NEWS FLASH: Marathon Training Rejuvenates Your Arteries, Why People Age Differently, And More

Every week, we’re bringing you a roundup of the latest health and wellness news to hit the wire. This week, we look at new evidence that training for that first marathon makes your arteries younger, we review new findings on what scientists now say are the four different types of aging, and we examine why the “normal” human body temperature has declined.

Your arteries could look four years younger after you run your first marathon

If you’ve been thinking of training for your first marathon, here’s one more reason to do it: New research shows that completing your first marathon may rejuvenate your aorta, leaving this major artery more flexible, healthy and biologically younger than before, according to this report in The New York Times.

Arteries, which carry oxygenated blood from our hearts, begin to stiffen as we reach middle age, driving blood pressure up, rather than expanding and contracting easily to keep blood flow smooth and steady.

Researchers knew that longtime older athletes tend to have relatively elastic arteries. But it was not clear whether sedentary people could achieve the same improvements. So researchers at University College London began studying 200 first-time entrants in the London Marathon—who reported on entry forms that they were new to exercise and to the sport—to find out.

Researchers used health and fitness tests and scans of their aorta designed to measure its flexibility six months before the race. Ultimately, 136 of these men and women completed the race and were given the same tests and scan a week later.

Their aortas were more flexible, shedding the equivalent of about four years in functional terms. The improvements were most significant in older men and those whose finishing times were the slowest.

What’s not clear is whether those benefits will last if they do not continue to race or whether someone needs to go the full 26.2 miles to improve their arteries.

Discovering the “ageotypes” that explain why people age differently

If you have ever wondered why some people seem to age faster or slower than others, a new Stanford University study published in Nature Medicine and covered by NBC News examines what’s going on at the molecular level, with four distinct “ageotypes” or biological systems dictating these changes.

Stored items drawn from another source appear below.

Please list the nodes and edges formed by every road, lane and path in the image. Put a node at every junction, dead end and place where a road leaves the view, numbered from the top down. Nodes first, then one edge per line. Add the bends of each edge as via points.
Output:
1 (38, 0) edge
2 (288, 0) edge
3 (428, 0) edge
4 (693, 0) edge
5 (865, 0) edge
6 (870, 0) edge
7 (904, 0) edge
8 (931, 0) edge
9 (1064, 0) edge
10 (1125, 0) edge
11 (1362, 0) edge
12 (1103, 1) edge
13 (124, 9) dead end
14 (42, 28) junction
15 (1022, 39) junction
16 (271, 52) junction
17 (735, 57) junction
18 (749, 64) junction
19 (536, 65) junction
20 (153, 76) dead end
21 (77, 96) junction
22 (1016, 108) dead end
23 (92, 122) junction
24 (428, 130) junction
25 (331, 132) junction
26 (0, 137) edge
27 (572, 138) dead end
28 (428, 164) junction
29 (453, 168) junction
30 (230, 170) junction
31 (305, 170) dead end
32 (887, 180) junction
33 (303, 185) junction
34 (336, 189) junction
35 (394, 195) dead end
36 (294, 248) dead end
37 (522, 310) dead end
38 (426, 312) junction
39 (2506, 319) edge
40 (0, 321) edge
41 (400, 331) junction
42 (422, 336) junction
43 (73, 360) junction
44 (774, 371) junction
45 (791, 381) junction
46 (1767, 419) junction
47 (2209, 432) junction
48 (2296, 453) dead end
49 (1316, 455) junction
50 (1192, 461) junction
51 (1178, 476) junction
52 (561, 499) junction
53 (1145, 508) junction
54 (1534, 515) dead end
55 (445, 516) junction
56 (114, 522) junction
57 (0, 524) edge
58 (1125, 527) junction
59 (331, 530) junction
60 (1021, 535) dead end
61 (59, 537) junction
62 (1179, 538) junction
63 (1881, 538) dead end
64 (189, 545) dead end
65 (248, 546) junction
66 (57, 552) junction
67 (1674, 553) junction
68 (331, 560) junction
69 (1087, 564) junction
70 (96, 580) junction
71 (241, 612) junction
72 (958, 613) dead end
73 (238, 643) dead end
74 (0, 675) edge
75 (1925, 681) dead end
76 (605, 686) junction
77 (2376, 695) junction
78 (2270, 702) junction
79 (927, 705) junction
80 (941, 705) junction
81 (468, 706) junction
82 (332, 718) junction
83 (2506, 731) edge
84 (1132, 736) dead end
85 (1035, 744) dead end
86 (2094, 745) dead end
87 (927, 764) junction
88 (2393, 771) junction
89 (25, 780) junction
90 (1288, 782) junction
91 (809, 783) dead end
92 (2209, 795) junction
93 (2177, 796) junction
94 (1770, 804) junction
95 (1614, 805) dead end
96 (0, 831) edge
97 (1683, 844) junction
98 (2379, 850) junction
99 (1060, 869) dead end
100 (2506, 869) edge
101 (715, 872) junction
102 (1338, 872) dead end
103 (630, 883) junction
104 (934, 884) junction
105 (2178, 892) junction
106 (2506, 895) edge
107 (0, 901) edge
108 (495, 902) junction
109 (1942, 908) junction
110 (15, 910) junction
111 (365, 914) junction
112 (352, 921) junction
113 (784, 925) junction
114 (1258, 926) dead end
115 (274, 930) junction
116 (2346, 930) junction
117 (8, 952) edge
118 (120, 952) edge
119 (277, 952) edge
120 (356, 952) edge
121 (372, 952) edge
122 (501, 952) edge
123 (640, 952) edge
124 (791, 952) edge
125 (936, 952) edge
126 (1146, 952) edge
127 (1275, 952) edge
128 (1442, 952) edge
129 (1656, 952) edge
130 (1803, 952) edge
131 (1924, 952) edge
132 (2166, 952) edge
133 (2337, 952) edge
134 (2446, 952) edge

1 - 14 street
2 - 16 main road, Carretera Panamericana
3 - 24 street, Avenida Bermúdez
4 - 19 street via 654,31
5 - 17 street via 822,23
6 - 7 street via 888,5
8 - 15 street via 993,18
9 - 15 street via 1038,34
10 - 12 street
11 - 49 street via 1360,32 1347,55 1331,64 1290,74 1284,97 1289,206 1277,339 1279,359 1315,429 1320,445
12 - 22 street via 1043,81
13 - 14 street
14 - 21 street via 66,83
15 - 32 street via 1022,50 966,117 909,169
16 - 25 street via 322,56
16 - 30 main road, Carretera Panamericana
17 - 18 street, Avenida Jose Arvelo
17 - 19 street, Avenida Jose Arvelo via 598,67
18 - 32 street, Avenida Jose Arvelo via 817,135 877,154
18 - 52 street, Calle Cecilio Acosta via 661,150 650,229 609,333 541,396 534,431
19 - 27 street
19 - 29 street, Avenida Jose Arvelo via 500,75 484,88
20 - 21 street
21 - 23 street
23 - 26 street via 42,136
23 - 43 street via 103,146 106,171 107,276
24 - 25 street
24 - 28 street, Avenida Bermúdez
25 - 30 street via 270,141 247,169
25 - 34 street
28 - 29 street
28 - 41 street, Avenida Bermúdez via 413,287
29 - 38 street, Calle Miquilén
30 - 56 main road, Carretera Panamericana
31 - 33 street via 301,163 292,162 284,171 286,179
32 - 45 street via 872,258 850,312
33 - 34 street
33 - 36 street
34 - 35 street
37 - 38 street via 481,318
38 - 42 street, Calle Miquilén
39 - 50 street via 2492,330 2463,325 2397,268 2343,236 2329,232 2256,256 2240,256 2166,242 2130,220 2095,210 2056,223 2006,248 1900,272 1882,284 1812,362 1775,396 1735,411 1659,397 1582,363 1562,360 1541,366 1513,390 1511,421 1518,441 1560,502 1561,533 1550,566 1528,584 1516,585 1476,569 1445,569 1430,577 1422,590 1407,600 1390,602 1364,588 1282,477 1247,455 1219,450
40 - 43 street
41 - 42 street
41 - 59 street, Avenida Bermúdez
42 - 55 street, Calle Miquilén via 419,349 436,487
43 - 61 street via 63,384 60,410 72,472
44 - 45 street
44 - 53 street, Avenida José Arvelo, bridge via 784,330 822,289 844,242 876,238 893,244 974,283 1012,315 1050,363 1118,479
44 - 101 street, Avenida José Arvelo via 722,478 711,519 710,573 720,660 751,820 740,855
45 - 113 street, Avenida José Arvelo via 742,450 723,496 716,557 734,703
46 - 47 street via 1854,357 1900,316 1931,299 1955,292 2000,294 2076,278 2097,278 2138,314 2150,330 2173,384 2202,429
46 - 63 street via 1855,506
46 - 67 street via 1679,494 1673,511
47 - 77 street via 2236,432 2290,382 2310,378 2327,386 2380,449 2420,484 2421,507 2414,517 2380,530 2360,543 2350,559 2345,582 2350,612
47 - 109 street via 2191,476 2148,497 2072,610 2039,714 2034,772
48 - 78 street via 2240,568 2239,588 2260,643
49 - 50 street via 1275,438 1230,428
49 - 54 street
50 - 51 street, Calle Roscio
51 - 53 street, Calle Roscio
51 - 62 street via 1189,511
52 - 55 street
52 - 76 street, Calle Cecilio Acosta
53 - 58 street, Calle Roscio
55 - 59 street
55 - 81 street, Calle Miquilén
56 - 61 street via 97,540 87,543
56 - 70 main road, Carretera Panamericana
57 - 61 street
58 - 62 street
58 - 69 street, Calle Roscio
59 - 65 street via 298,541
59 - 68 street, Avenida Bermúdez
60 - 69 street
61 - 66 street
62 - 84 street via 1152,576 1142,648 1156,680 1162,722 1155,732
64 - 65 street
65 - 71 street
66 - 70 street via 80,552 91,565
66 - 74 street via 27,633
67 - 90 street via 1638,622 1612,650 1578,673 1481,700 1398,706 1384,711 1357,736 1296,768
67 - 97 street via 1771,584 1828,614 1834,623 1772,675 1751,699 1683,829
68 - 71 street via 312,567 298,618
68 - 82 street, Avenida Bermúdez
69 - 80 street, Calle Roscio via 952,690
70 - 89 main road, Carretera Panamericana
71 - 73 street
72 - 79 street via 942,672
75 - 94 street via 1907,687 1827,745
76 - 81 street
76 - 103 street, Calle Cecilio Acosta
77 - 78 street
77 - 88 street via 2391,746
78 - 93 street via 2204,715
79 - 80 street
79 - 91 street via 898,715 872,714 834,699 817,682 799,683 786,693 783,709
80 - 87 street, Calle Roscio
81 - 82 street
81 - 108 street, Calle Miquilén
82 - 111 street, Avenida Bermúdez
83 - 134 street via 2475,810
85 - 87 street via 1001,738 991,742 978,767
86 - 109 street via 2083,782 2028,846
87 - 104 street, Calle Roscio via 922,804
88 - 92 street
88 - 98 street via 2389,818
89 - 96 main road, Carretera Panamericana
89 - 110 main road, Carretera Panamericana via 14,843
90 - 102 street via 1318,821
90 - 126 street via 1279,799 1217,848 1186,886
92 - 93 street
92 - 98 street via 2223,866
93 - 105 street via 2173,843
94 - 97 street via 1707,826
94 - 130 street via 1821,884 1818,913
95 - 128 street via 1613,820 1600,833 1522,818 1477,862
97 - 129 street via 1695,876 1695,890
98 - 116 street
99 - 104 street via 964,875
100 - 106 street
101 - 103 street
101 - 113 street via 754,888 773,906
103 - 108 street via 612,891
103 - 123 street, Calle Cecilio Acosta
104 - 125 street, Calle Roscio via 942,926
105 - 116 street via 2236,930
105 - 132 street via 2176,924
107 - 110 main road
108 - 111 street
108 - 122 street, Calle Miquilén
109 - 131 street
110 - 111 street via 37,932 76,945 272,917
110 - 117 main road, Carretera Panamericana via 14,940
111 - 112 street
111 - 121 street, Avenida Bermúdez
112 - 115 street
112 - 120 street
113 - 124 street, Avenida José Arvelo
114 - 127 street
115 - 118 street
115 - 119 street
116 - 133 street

In the study, researchers tracked 43 healthy adults over a two-year-period, analyzing blood and other biological samples to look for molecular changes.

What they found is that people were not only aging at different rates but also in different ways. They found people tended to fall into one of four biological aging pathways or ageotypes— metabolic, immune, liver or kidney.

Metabolic agers, for example, tend to be at higher risk for Type 2 diabetes as they got older. Immune agers generate more inflammation and may be more at risk for immune-related diseases. And liver and kidney ageotypes may be more susceptible to diseases of those organs.

There may be other aging pathways, such as cardio ageotypes that make people more prone to heart attacks, but this research was focused on the four main pathways found in the group. Of these participants, some were found to be aging mainly in certain areas, while others were aging on all four fronts.

The hope is that identifying your primary ageotypes could one day help doctors develop personalized lifestyle and dietary interventions to slow aging in those pathways or influence medical screenings or drug treatments. And if people know their ageotypes or where they have increased risk, they may be more motivated to pursue the healthy lifestyle changes needed to address it.

Human body temperatures are declining

Since it was established by a German physician in 1871, the baseline for normal human body temperature has been set at 98.6 degrees F (37 degrees C). But according to Time Health, researchers at Stanford University now report that the average human temperature has actually dropped, suggesting that doctors need to set a new normal to better establish what constitutes a fever. Analyzing temperature readings from nearly 190,00 people, they found that average temperatures dropped by 0.03 degrees C and 0.29 degrees C each decade for men and women, respectively, over the 150-year span studied. Experts think a taller and heavier population is behind the drop, as well as the heated comfort in which we now live, which requires less of an internal struggle to keep our body warm.